┏━━
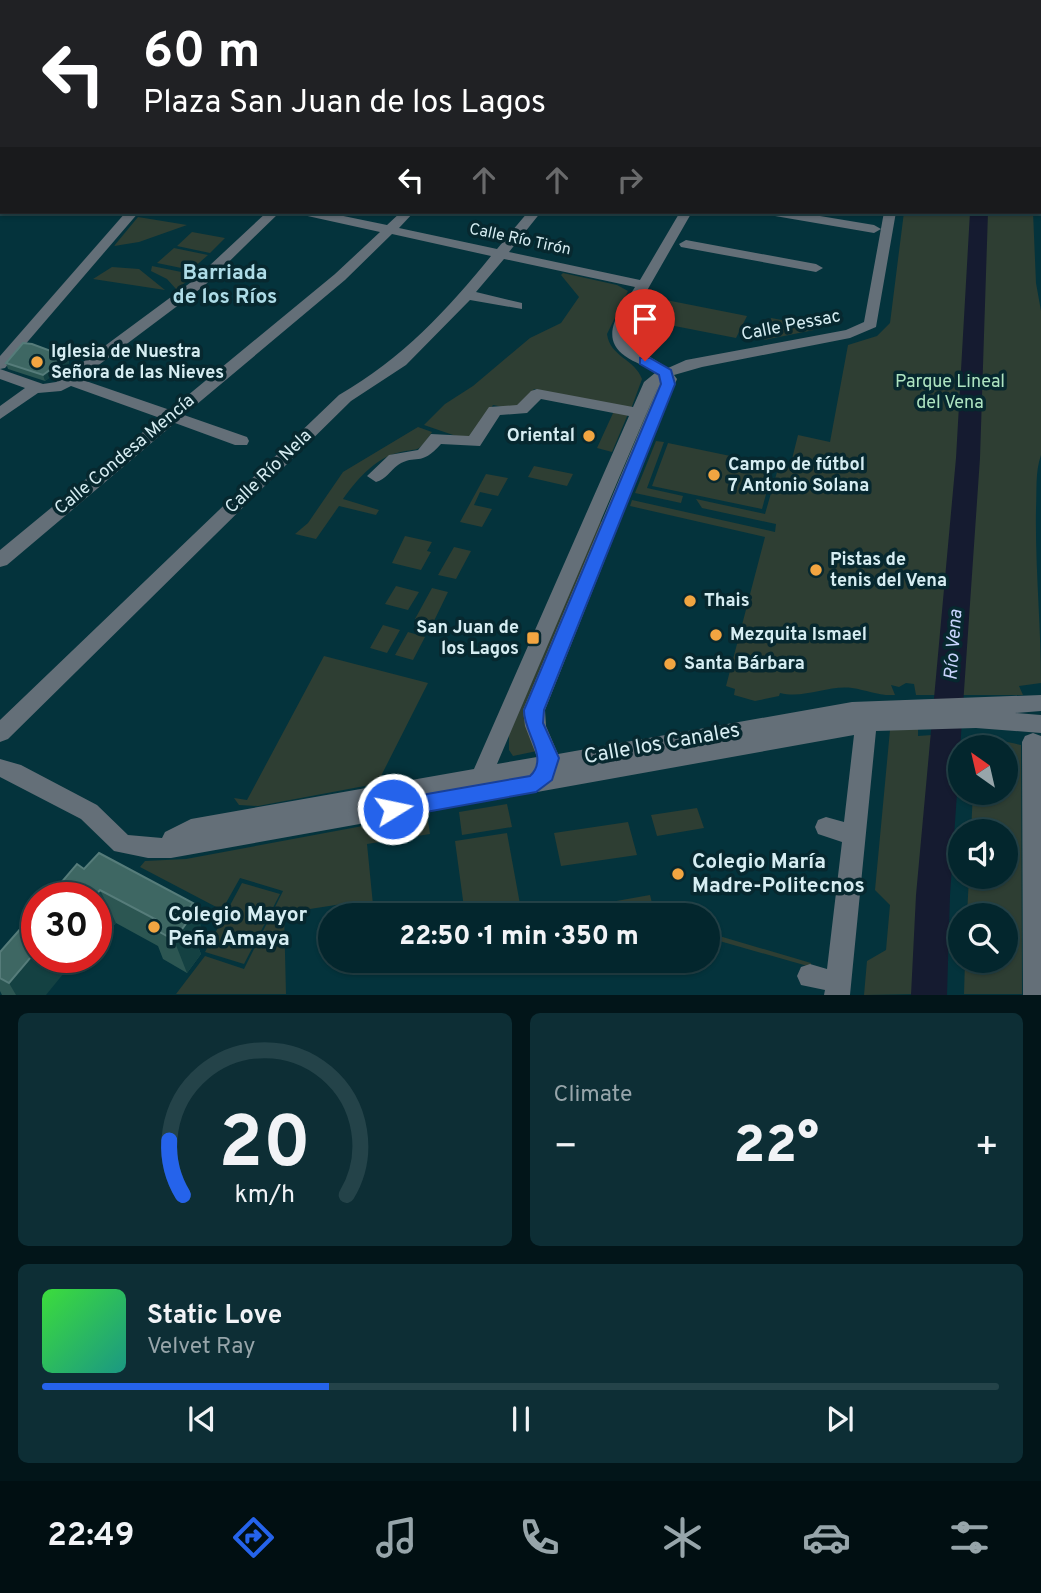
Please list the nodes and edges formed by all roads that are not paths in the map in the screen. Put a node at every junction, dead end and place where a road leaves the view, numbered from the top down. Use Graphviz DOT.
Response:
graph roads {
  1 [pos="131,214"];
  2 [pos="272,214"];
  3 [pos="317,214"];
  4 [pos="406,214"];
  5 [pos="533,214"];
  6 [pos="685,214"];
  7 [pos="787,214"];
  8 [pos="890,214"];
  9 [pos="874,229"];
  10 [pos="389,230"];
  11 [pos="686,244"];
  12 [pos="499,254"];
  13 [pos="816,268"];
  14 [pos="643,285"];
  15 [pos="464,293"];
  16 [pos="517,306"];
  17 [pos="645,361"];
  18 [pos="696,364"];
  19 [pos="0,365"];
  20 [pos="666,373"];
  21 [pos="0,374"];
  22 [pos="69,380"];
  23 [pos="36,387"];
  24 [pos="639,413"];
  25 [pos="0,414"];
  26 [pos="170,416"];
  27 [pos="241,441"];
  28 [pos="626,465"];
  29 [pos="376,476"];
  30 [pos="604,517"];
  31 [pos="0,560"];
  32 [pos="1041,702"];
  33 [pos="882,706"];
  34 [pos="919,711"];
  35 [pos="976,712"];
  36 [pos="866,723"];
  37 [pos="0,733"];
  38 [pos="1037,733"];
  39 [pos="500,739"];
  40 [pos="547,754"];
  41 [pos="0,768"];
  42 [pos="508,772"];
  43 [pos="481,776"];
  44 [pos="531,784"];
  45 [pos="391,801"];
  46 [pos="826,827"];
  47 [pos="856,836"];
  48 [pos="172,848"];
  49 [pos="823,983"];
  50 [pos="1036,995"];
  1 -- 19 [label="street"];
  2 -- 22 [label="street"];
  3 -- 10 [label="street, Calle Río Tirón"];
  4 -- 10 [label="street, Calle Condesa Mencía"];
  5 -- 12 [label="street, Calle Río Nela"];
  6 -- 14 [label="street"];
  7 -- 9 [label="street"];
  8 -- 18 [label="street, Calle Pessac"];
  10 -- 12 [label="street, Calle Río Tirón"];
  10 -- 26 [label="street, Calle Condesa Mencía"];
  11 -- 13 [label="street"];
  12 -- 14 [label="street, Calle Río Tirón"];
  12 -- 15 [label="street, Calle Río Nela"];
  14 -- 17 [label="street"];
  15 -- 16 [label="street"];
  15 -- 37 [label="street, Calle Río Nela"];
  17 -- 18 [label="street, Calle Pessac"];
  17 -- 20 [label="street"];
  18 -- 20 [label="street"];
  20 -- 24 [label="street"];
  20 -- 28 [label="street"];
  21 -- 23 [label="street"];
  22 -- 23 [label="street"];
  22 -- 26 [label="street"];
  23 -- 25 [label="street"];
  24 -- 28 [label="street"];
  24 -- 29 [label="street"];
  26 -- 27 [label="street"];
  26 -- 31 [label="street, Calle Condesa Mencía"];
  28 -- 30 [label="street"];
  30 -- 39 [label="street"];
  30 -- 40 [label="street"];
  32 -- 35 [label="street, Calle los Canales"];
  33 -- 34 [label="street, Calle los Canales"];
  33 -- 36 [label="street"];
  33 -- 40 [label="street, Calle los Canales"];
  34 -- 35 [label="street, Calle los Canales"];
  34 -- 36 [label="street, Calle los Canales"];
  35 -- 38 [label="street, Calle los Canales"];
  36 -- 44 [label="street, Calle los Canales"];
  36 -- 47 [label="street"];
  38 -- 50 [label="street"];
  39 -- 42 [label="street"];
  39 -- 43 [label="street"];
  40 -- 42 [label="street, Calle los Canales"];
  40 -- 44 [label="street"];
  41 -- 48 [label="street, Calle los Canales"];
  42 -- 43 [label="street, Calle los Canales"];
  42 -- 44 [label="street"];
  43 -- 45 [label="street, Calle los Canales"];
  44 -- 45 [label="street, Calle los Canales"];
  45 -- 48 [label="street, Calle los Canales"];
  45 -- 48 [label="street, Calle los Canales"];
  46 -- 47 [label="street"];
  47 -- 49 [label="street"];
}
┗━━
- What the task asks -
All text in the material above must be written out exactly; the images are to be skipped.

- Response -
Please list the nodes and edges formed by all roads that are not paths in the map in the screen. Put a node at every junction, dead end and place where a road leaves the view, numbered from the top down. Use Graphviz DOT.
Response:
graph roads {
  1 [pos="131,214"];
  2 [pos="272,214"];
  3 [pos="317,214"];
  4 [pos="406,214"];
  5 [pos="533,214"];
  6 [pos="685,214"];
  7 [pos="787,214"];
  8 [pos="890,214"];
  9 [pos="874,229"];
  10 [pos="389,230"];
  11 [pos="686,244"];
  12 [pos="499,254"];
  13 [pos="816,268"];
  14 [pos="643,285"];
  15 [pos="464,293"];
  16 [pos="517,306"];
  17 [pos="645,361"];
  18 [pos="696,364"];
  19 [pos="0,365"];
  20 [pos="666,373"];
  21 [pos="0,374"];
  22 [pos="69,380"];
  23 [pos="36,387"];
  24 [pos="639,413"];
  25 [pos="0,414"];
  26 [pos="170,416"];
  27 [pos="241,441"];
  28 [pos="626,465"];
  29 [pos="376,476"];
  30 [pos="604,517"];
  31 [pos="0,560"];
  32 [pos="1041,702"];
  33 [pos="882,706"];
  34 [pos="919,711"];
  35 [pos="976,712"];
  36 [pos="866,723"];
  37 [pos="0,733"];
  38 [pos="1037,733"];
  39 [pos="500,739"];
  40 [pos="547,754"];
  41 [pos="0,768"];
  42 [pos="508,772"];
  43 [pos="481,776"];
  44 [pos="531,784"];
  45 [pos="391,801"];
  46 [pos="826,827"];
  47 [pos="856,836"];
  48 [pos="172,848"];
  49 [pos="823,983"];
  50 [pos="1036,995"];
  1 -- 19 [label="street"];
  2 -- 22 [label="street"];
  3 -- 10 [label="street, Calle Río Tirón"];
  4 -- 10 [label="street, Calle Condesa Mencía"];
  5 -- 12 [label="street, Calle Río Nela"];
  6 -- 14 [label="street"];
  7 -- 9 [label="street"];
  8 -- 18 [label="street, Calle Pessac"];
  10 -- 12 [label="street, Calle Río Tirón"];
  10 -- 26 [label="street, Calle Condesa Mencía"];
  11 -- 13 [label="street"];
  12 -- 14 [label="street, Calle Río Tirón"];
  12 -- 15 [label="street, Calle Río Nela"];
  14 -- 17 [label="street"];
  15 -- 16 [label="street"];
  15 -- 37 [label="street, Calle Río Nela"];
  17 -- 18 [label="street, Calle Pessac"];
  17 -- 20 [label="street"];
  18 -- 20 [label="street"];
  20 -- 24 [label="street"];
  20 -- 28 [label="street"];
  21 -- 23 [label="street"];
  22 -- 23 [label="street"];
  22 -- 26 [label="street"];
  23 -- 25 [label="street"];
  24 -- 28 [label="street"];
  24 -- 29 [label="street"];
  26 -- 27 [label="street"];
  26 -- 31 [label="street, Calle Condesa Mencía"];
  28 -- 30 [label="street"];
  30 -- 39 [label="street"];
  30 -- 40 [label="street"];
  32 -- 35 [label="street, Calle los Canales"];
  33 -- 34 [label="street, Calle los Canales"];
  33 -- 36 [label="street"];
  33 -- 40 [label="street, Calle los Canales"];
  34 -- 35 [label="street, Calle los Canales"];
  34 -- 36 [label="street, Calle los Canales"];
  35 -- 38 [label="street, Calle los Canales"];
  36 -- 44 [label="street, Calle los Canales"];
  36 -- 47 [label="street"];
  38 -- 50 [label="street"];
  39 -- 42 [label="street"];
  39 -- 43 [label="street"];
  40 -- 42 [label="street, Calle los Canales"];
  40 -- 44 [label="street"];
  41 -- 48 [label="street, Calle los Canales"];
  42 -- 43 [label="street, Calle los Canales"];
  42 -- 44 [label="street"];
  43 -- 45 [label="street, Calle los Canales"];
  44 -- 45 [label="street, Calle los Canales"];
  45 -- 48 [label="street, Calle los Canales"];
  45 -- 48 [label="street, Calle los Canales"];
  46 -- 47 [label="street"];
  47 -- 49 [label="street"];
}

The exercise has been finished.